The Downtown Mall has WiFi now, Rachana Dixit reminds us in the Daily Progress today, and people are digging it. As a part of the completed overhaul of the Mall, the city is spending $29k/year to blanket the area with free high-speed wireless. The same thing has been done in cities across the country in order to encourage tourists to linger and businesses to locate in the vicinity. I’ve used it just once so far, on my iPhone—you’ve got to click through a license agreement in your browser to get started, but from there it was just like at home, only faster.
Apropos story from Ft. Lauderdale on June 9:
Dangers of using Wi-Fi often overlooked; hackers can easily intercept your files.

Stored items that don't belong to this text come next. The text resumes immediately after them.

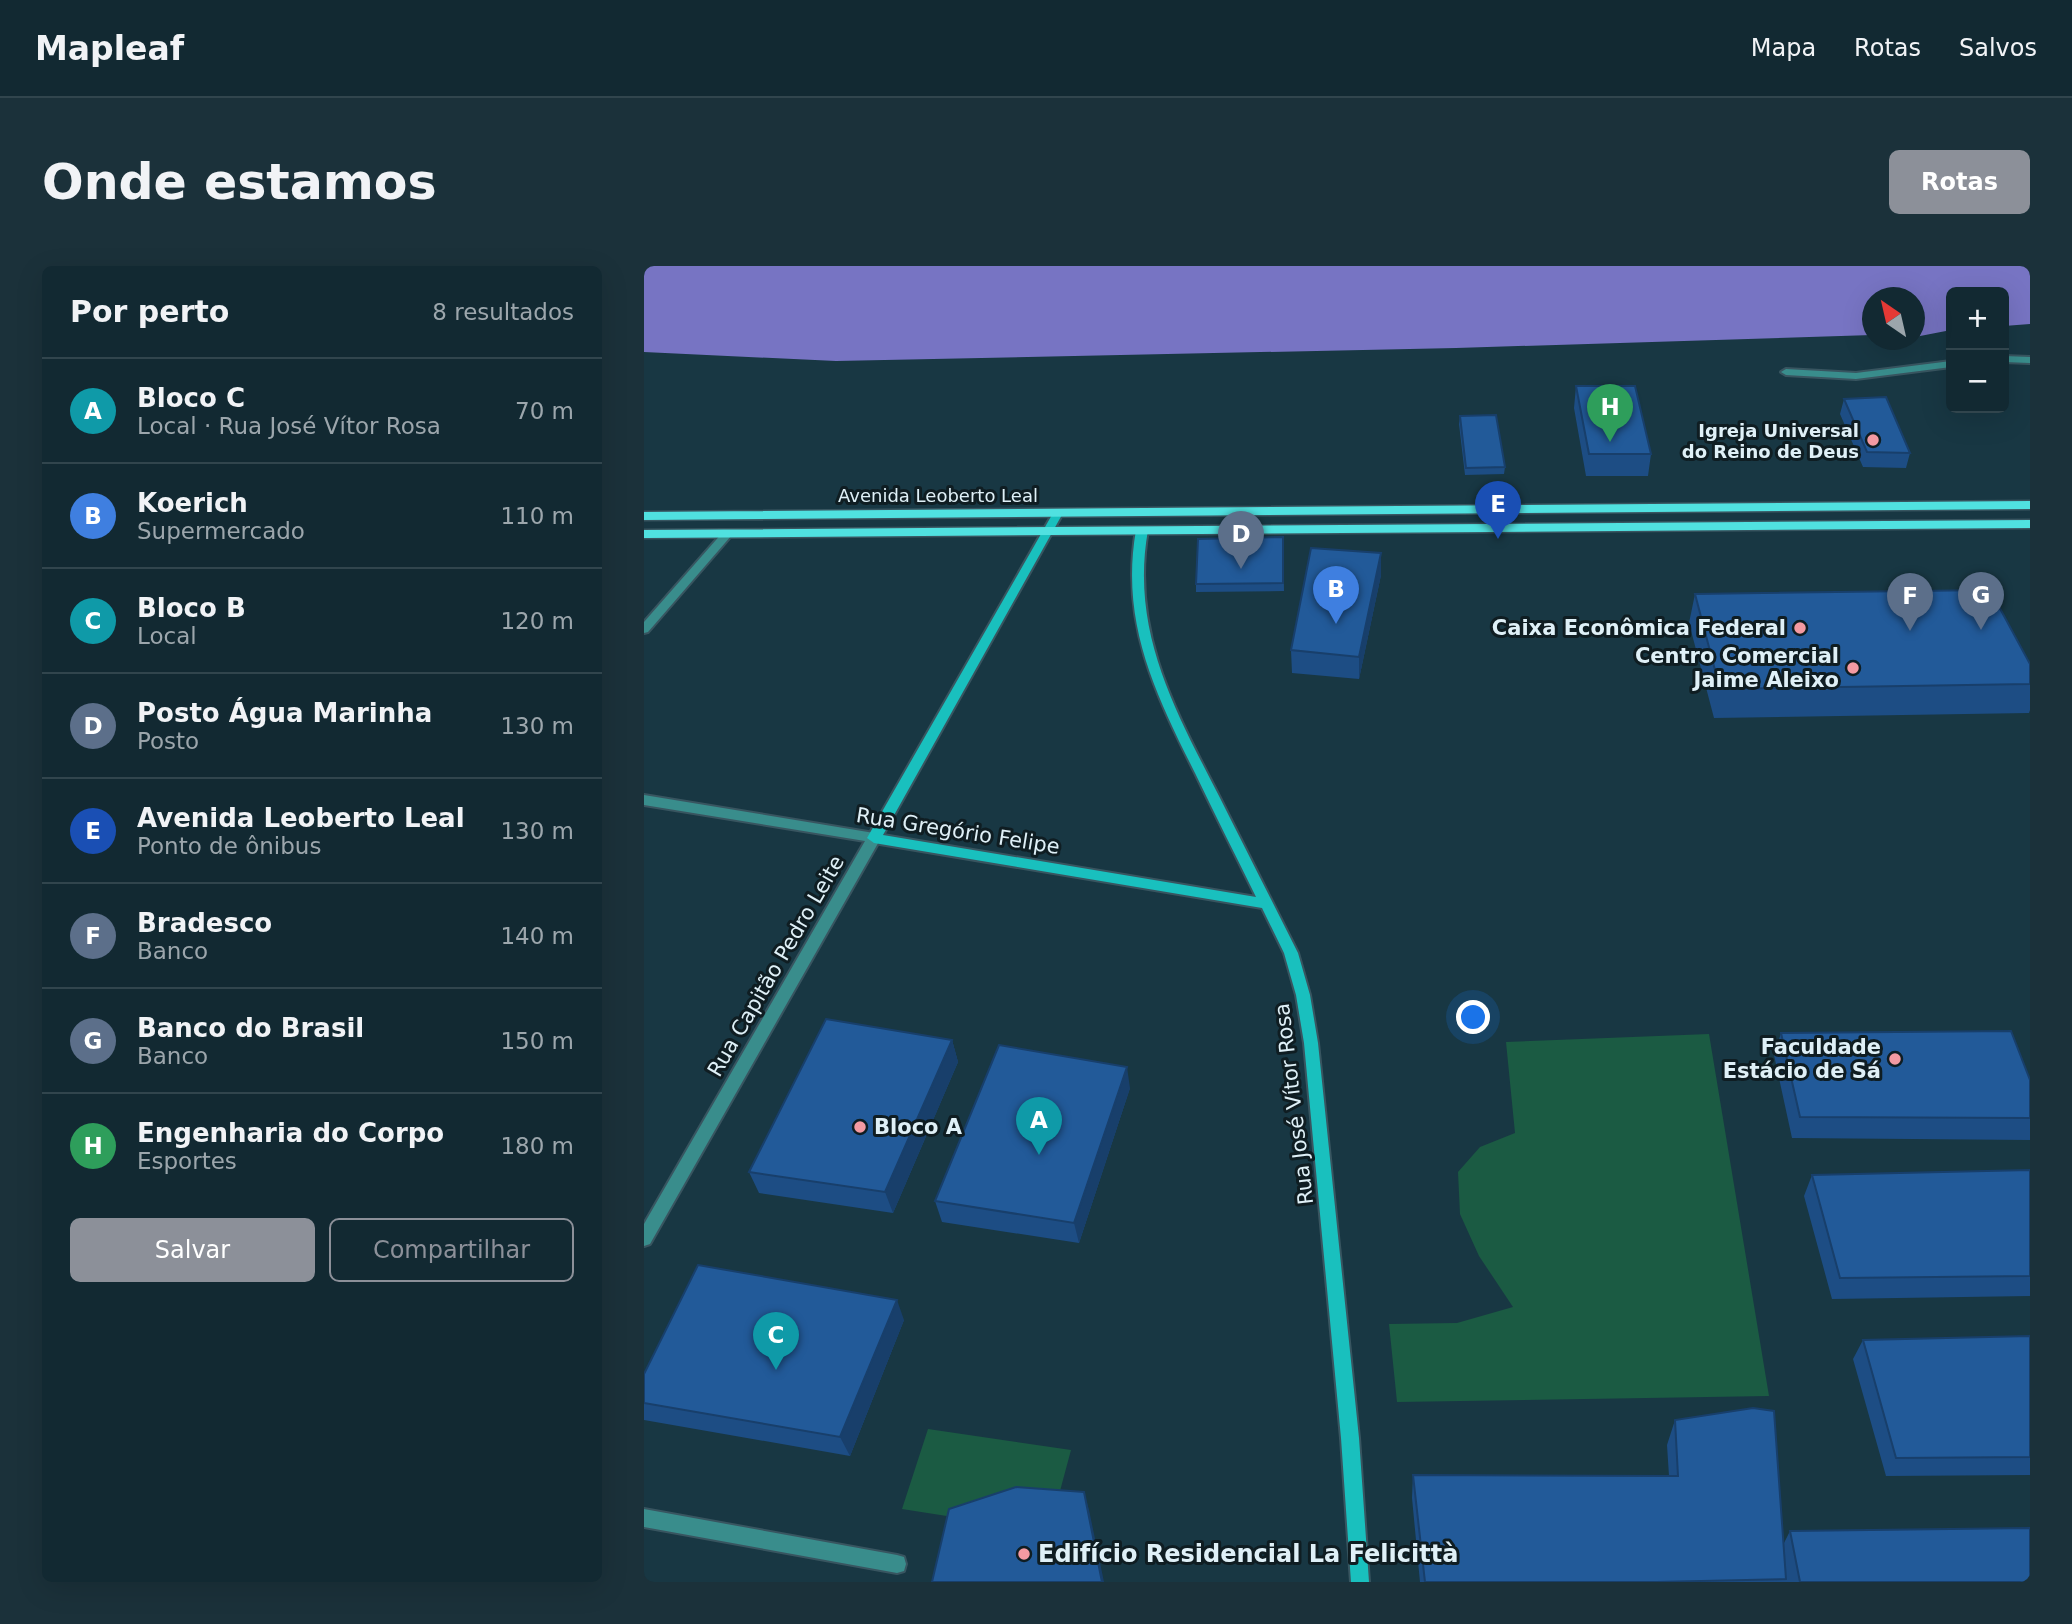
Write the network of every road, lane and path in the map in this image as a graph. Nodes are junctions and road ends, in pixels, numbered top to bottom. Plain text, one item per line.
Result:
1 (2009, 359) edge
2 (2030, 360) edge
3 (1946, 365) edge
4 (1786, 372) dead end
5 (2030, 505) edge
6 (1058, 513) junction
7 (644, 516) edge
8 (2030, 524) edge
9 (1142, 530) junction
10 (1048, 531) junction
11 (644, 534) edge
12 (727, 534) junction
13 (644, 629) edge
14 (644, 800) edge
15 (874, 838) junction
16 (1266, 904) junction
17 (644, 1239) edge
18 (644, 1518) edge
19 (897, 1564) dead end
20 (1360, 1582) edge

1 - 2 street
3 - 4 street
5 - 6 main road, Avenida Leoberto Leal
6 - 7 main road, Avenida Leoberto Leal
6 - 10 main road, Rua Capitão Pedro Leite
8 - 9 main road, Avenida Leoberto Leal
9 - 10 main road, Avenida Leoberto Leal
9 - 16 main road, Rua José Vítor Rosa
10 - 12 main road, Avenida Leoberto Leal
10 - 15 main road, Rua Capitão Pedro Leite
11 - 12 main road, Avenida Leoberto Leal
12 - 13 street
14 - 15 street, Rua Gregório Felipe
15 - 16 main road, Rua Gregório Felipe
15 - 17 street, Rua Capitão Pedro Leite
16 - 20 main road, Rua José Vítor Rosa
18 - 19 street

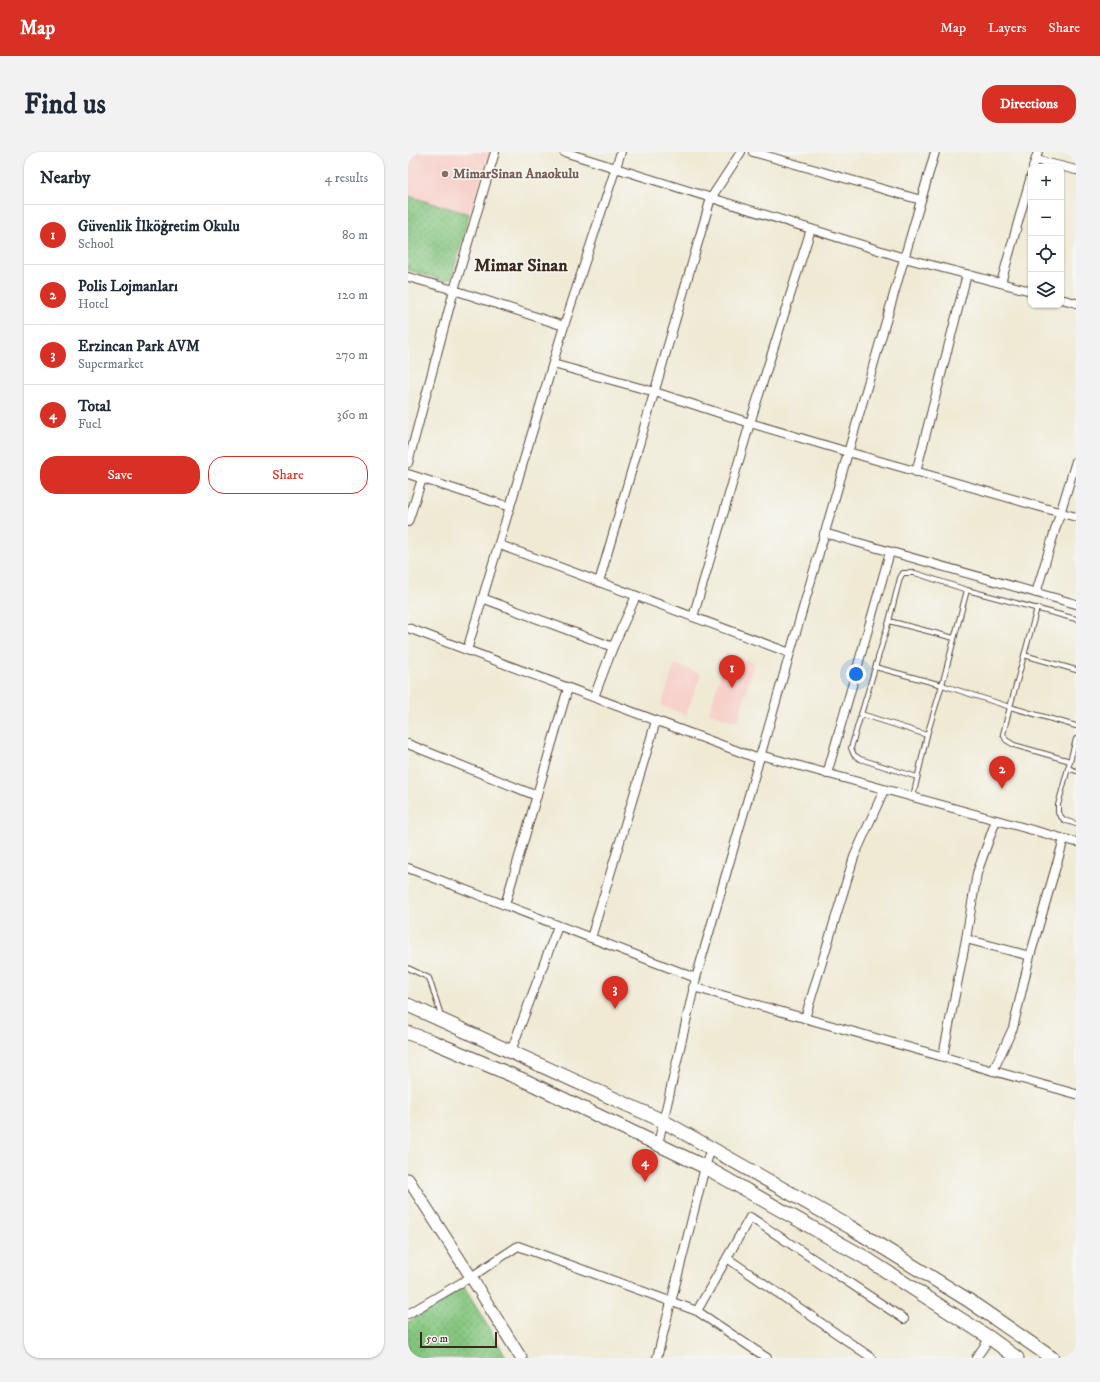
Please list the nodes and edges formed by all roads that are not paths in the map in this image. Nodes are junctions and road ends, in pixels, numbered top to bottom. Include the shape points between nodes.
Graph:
1 (495, 152) edge
2 (564, 152) edge
3 (621, 152) edge
4 (741, 152) edge
5 (753, 152) edge
6 (935, 152) edge
7 (1036, 160) edge
8 (616, 168) junction
9 (1076, 170) edge
10 (1028, 187) edge
11 (711, 198) junction
12 (921, 200) junction
13 (811, 228) junction
14 (904, 258) junction
15 (967, 274) junction
16 (408, 277) edge
17 (1001, 283) junction
18 (454, 290) junction
19 (1028, 290) edge
20 (1064, 300) edge
21 (1076, 303) edge
22 (564, 326) junction
23 (553, 364) junction
24 (655, 392) junction
25 (750, 424) junction
26 (848, 452) junction
27 (1076, 461) edge
28 (408, 463) edge
29 (916, 472) junction
30 (408, 474) edge
31 (422, 479) junction
32 (510, 507) junction
33 (1060, 512) junction
34 (1076, 517) edge
35 (408, 522) edge
36 (824, 533) junction
37 (500, 545) junction
38 (890, 552) junction
39 (599, 582) junction
40 (967, 590) junction
41 (1036, 593) junction
42 (636, 596) junction
43 (482, 598) junction
44 (1076, 603) edge
45 (1037, 608) junction
46 (693, 617) junction
47 (1076, 619) edge
48 (889, 621) junction
49 (408, 628) edge
50 (954, 638) junction
51 (613, 647) junction
52 (467, 650) junction
53 (790, 652) junction
54 (1024, 655) junction
55 (875, 667) junction
56 (1076, 670) edge
57 (942, 685) junction
58 (568, 688) junction
59 (594, 697) junction
60 (1010, 707) junction
61 (861, 714) junction
62 (656, 721) junction
63 (1076, 726) edge
64 (927, 735) junction
65 (1076, 739) edge
66 (408, 744) edge
67 (760, 757) junction
68 (1070, 761) junction
69 (1068, 768) junction
70 (1076, 770) edge
71 (827, 774) junction
72 (917, 777) junction
73 (884, 790) junction
74 (537, 796) junction
75 (913, 798) junction
76 (996, 820) junction
77 (1076, 824) edge
78 (1064, 839) junction
79 (1076, 842) edge
80 (408, 868) edge
81 (505, 905) junction
82 (558, 926) junction
83 (591, 938) junction
84 (966, 939) junction
85 (1030, 956) junction
86 (408, 968) edge
87 (696, 978) junction
88 (693, 987) junction
89 (408, 1004) edge
90 (805, 1018) junction
91 (443, 1020) junction
92 (408, 1033) edge
93 (511, 1051) junction
94 (942, 1056) junction
95 (993, 1071) junction
96 (1076, 1094) edge
97 (663, 1121) junction
98 (658, 1144) junction
99 (711, 1148) junction
100 (705, 1167) junction
101 (408, 1179) edge
102 (727, 1258) junction
103 (471, 1277) junction
104 (672, 1301) junction
105 (697, 1311) junction
106 (408, 1314) edge
107 (904, 1319) dead end
108 (990, 1338) junction
109 (521, 1358) edge
110 (657, 1358) edge
111 (767, 1358) edge
112 (872, 1358) edge
113 (976, 1358) edge
114 (1016, 1358) edge
115 (1052, 1358) edge

1 - 18 street
2 - 8 street
3 - 8 street
4 - 11 street
5 - 12 street
6 - 12 street
7 - 9 street
8 - 11 street
8 - 22 street
10 - 17 street
11 - 13 street
11 - 24 street
12 - 14 street
13 - 14 street
13 - 25 street
14 - 15 street
14 - 26 street
15 - 17 street
15 - 29 street
16 - 18 street
17 - 19 street
18 - 22 street
18 - 28 street
20 - 21 street
22 - 23 street
23 - 24 street
23 - 32 street
24 - 25 street
24 - 39 street
25 - 26 street
25 - 46 street
26 - 29 street
26 - 36 street
27 - 33 street
29 - 33 street
30 - 31 street
31 - 32 street
31 - 35 street
32 - 37 street
33 - 34 street
33 - 41 street
36 - 38 street
36 - 53 street
37 - 39 street
37 - 43 street
38 - 41 street
38 - 71 street
39 - 42 street
40 - 45 lane
40 - 48 lane via 915,573 903,573
40 - 50 lane
41 - 44 street
42 - 46 street
42 - 51 street
43 - 51 street
43 - 52 street
45 - 47 lane
45 - 54 lane
46 - 53 street
48 - 50 lane
48 - 55 lane
49 - 52 street
50 - 57 lane
51 - 59 street
52 - 58 street
53 - 67 street
54 - 56 lane
54 - 60 lane
55 - 57 lane
55 - 61 lane
57 - 60 lane
57 - 64 lane
58 - 59 street
58 - 74 street
59 - 62 street
60 - 63 lane
60 - 68 lane via 1003,734 1006,740 1014,745
61 - 64 lane
61 - 72 lane via 851,748 854,755
62 - 67 street
62 - 83 street
64 - 72 lane
65 - 68 lane
66 - 74 street
67 - 71 street
67 - 87 street
68 - 69 lane
69 - 70 lane
69 - 77 lane via 1058,813 1064,820
71 - 73 street
72 - 75 lane
73 - 75 street
73 - 90 street via 854,857
74 - 81 street
75 - 76 street
76 - 78 street
76 - 84 street via 977,874
78 - 79 street
78 - 85 street
80 - 81 street
81 - 82 street
82 - 83 street
82 - 93 street
83 - 87 street
84 - 85 street
84 - 94 street
85 - 95 street via 1013,1028
86 - 91 lane via 429,978
87 - 88 street
88 - 90 street
88 - 97 street
89 - 91 main road
90 - 94 street
91 - 93 main road
92 - 98 main road via 528,1082
93 - 97 main road
94 - 95 street
95 - 96 street
97 - 98 street
97 - 99 main road
98 - 100 main road
99 - 100 street
99 - 115 main road via 850,1227 968,1300
100 - 104 street
100 - 108 main road via 864,1257
101 - 103 main road
102 - 105 street
102 - 107 street via 750,1217
102 - 112 street
103 - 104 street via 518,1246
103 - 106 street
103 - 109 main road
104 - 105 street
104 - 110 street
105 - 111 street
108 - 113 street
108 - 114 main road

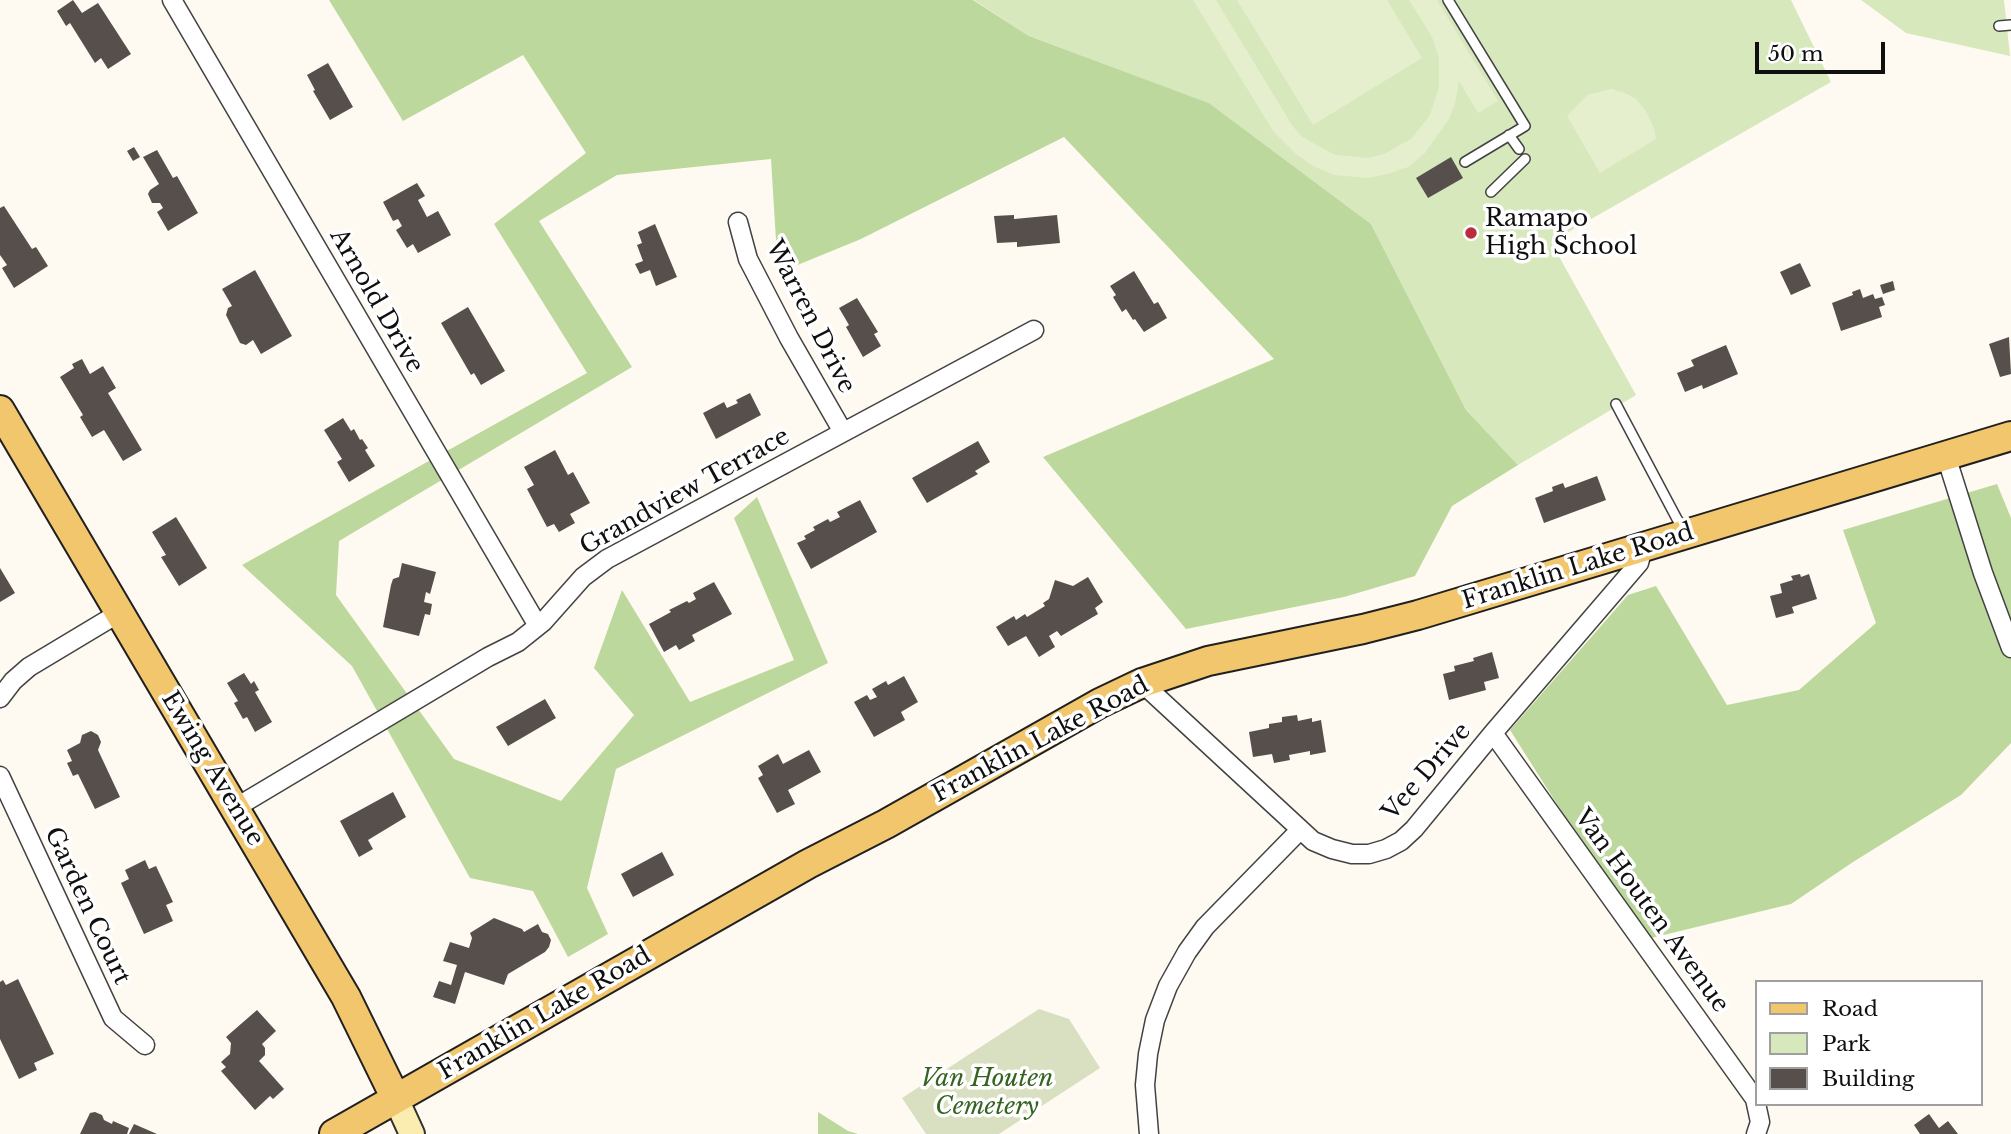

By Andrew Tran | South Florida Sun Sentinel
2:42 PM EDT, June 8, 2009
Locked out of his dorm at Florida Atlantic University in Boca Raton, Chuck Forbes was desperate for an open wireless Internet connection.
He knew it could be unsafe because his family’s home computer network had been compromised by using an unsecured signal. Still, he wasn’t worried.
“I just don’t have much stuff that’s interesting,” he said.
While an unsecured wireless Internet connection may be the only way for some people to get online, for others it can be an opportunity for illegal activity.
Read the rest…
Ms Christian, I appreciate your bringing up the matter of security, though I’m afraid that I did have to truncate your content. It’s not fair (or legal) to the Sun Sentinel to reproduce their whole story here, so I truncated it after the introduction and added a link to read the whole article on the paper’s website.
It didn’t seem to work for me last Friday. I had a strong signal on my Dell Axim, but no access. I was headed to the library also, and had no problems there.
My browser never got to the license agreement.